L’argument : Lionel est conducteur de RER. Il élève seul sa fille, Joséphine, depuis qu’elle est toute petite. Aujourd’hui, c’est une jeune femme. Ils vivent côte à côte, un peu à la manière d’un couple, refusant les avances des uns et les soucis des autres. Pour Lionel, seule compte sa fille, et pour Joséphine, son père. Peu à peu, Lionel réalise que le temps a passé, même pour eux. L’heure de se quitter est peut-être venue...

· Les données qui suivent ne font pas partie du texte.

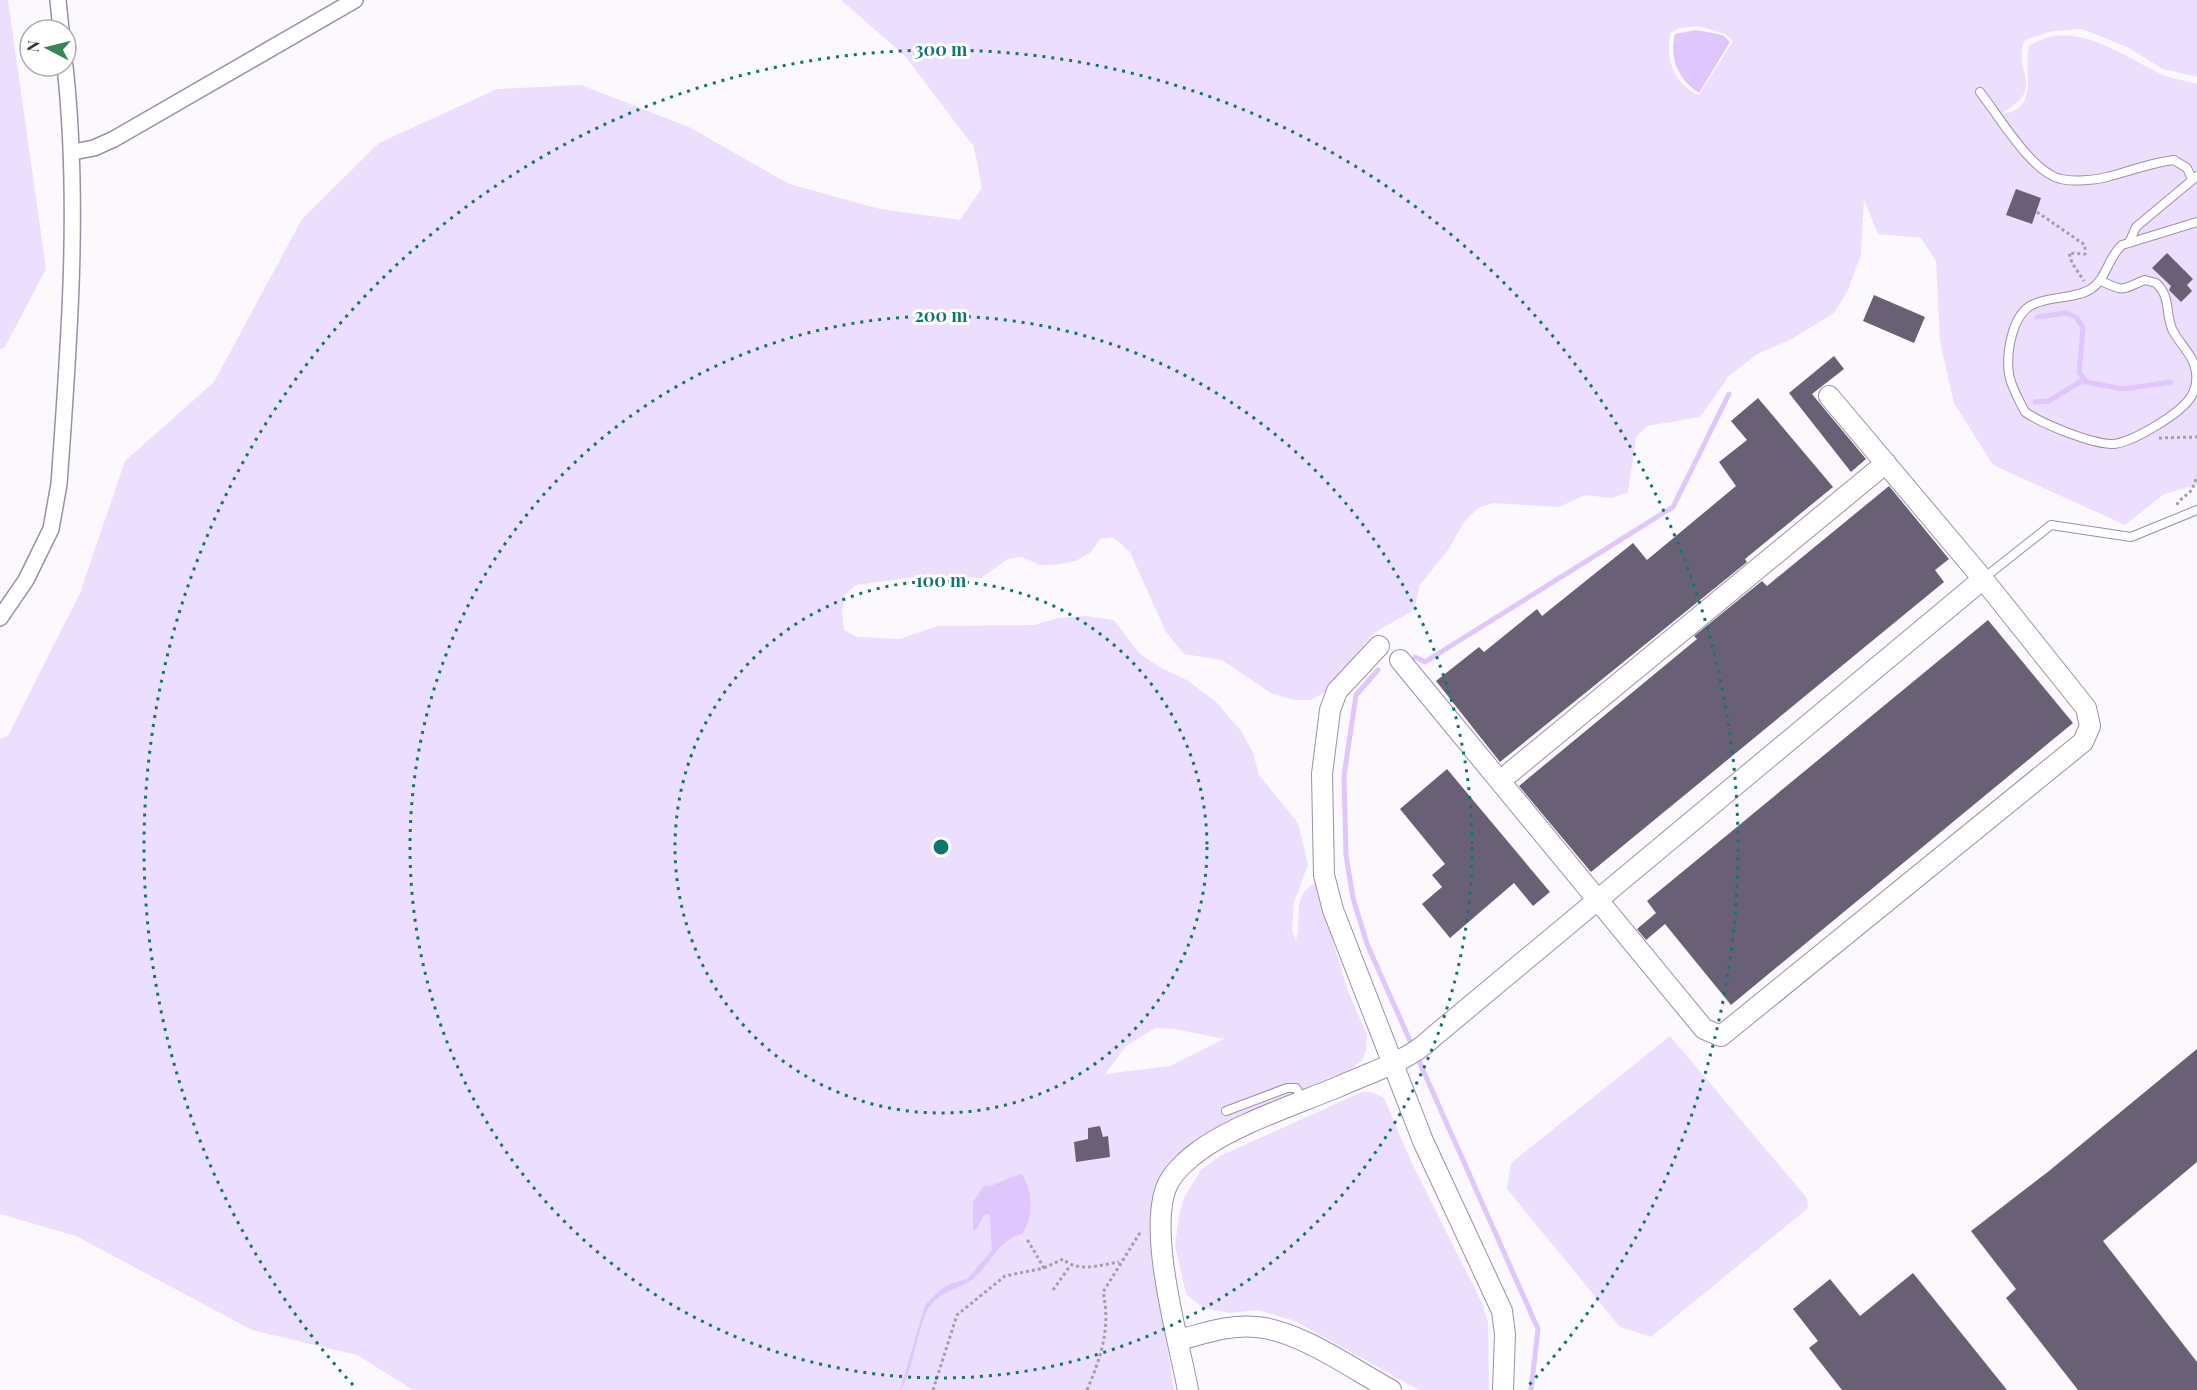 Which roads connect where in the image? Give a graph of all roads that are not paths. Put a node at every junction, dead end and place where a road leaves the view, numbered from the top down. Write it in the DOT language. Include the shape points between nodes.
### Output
graph roads {
  1 [pos="58,0"];
  2 [pos="356,0"];
  3 [pos="60,18"];
  4 [pos="66,78"];
  5 [pos="1980,92"];
  6 [pos="73,152"];
  7 [pos="2195,178"];
  8 [pos="2197,222"];
  9 [pos="2129,243"];
  10 [pos="2101,281"];
  11 [pos="1829,396"];
  12 [pos="1886,463"];
  13 [pos="2197,510"];
  14 [pos="1983,579"];
  15 [pos="0,618"];
  16 [pos="1379,646"];
  17 [pos="1400,660"];
  18 [pos="1500,781"];
  19 [pos="1598,900"];
  20 [pos="1394,1062"];
  21 [pos="1304,1102"];
  22 [pos="1226,1111"];
  23 [pos="1178,1341"];
  24 [pos="1188,1390"];
  25 [pos="1391,1390"];
  26 [pos="1503,1390"];
  1 -- 3 [label="street"];
  2 -- 6 [label="street" via="114,139"];
  4 -- 6 [label="street"];
  5 -- 7 [label="lane" via="2024,150 2046,172 2061,179 2107,177 2174,160"];
  6 -- 15 [label="street" via="59,484 51,529 26,580"];
  7 -- 9 [label="lane" via="2136,227"];
  8 -- 9 [label="lane"];
  9 -- 10 [label="lane" via="2116,250"];
  10 -- 10 [label="lane" via="2121,289 2145,280 2156,283 2168,299 2171,325 2196,373 2192,396 2184,406 2121,444 2097,443 2025,412 2008,367 2022,312 2043,301 2089,290"];
  11 -- 12 [label="street"];
  12 -- 14 [label="street"];
  12 -- 18 [label="street"];
  13 -- 14 [label="lane" via="2131,537 2051,525"];
  14 -- 19 [label="street"];
  14 -- 19 [label="street" via="2086,708 2090,726 2083,742 1725,1035 1704,1029"];
  16 -- 20 [label="street" via="1337,691 1330,710 1322,774 1324,875 1332,910"];
  17 -- 18 [label="street"];
  18 -- 19 [label="street"];
  19 -- 20 [label="street" via="1427,1043"];
  20 -- 21 [label="street"];
  20 -- 26 [label="street" via="1423,1141 1502,1311"];
  21 -- 22 [label="lane" via="1296,1088 1287,1088"];
  21 -- 23 [label="street" via="1200,1150 1170,1180 1159,1220"];
  23 -- 24 [label="street"];
  23 -- 25 [label="street" via="1222,1329 1258,1327 1311,1346"];
}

Notre avis : Avec un titre en forme d’énigme qui s’inscrit pendant les premières images en caractères jaunes sur un fond nuit, le film de Claire Denis intrigue dès l’abord. L’énigme ne sera pas complètement résolue. Le rhum renvoie lui-même à des parfums un peu exotiques, traces du passé antillais que l’on devine derrière le personnage principal, Lionel. Seulement, là comme ailleurs, la réalisatrice brouille les pistes. Elle évite à tout prix les affres d’un cinéma bavard pour choisir une voie où les mots sonnent justes, voire continuent à résonner dans les moments de silence, et où les objets relevant du domaine le plus trivial - une bouteille de lait absente, un cuiseur de riz - peuvent se faire le relais des émotions individuelles. 35 rhums est un film “psychologique” par excellence, si l’on entend par là la peinture attentive des comportements et des vécus humains dans les cadres de tous les jours, ici principalement la famille. On se reconnaît indirectement, et toujours de manière feutrée, dans les caractères qui se présentent à l’écran sans s’imposer ni verser dans le type caricatural. Claire Denis reste mobile dans les choix esthétiques qui lui permettent de dérouler son récit et de dresser une “comédie humaine” en miniature : elle n’hésite pas à transporter ses personnages dans un bar non identifié, un soir de pluie et de panne de voiture, ou à les faire rendre visite à une tante en Allemagne. Cependant, l’action se concentre essentiellement autour de l’immeuble où vivent Lionel et Joséphine, dans une banlieue parisienne desservie par une gare de RER, qui échappe à la vision de jungle urbaine véhiculée dans les médias, mais qui ne se métamorphose pas pour autant en paradis. La réalisatrice parvient à trouver le ton juste pour évoquer la réalité sociale de cet univers, ne serait-ce là encore que par signes : l’équipe des conducteurs de RER, par exemple, permet de souligner adroitement, et comme s’il s’agissait d’une seconde lecture possible du scénario, de la violence sociale subie par des travailleurs essentiellement d’origine immigrée, et du cercle de solidarité qu’ils peuvent recréer, sans que le fait d’être ensemble implique nécessairement un communautarisme abusif.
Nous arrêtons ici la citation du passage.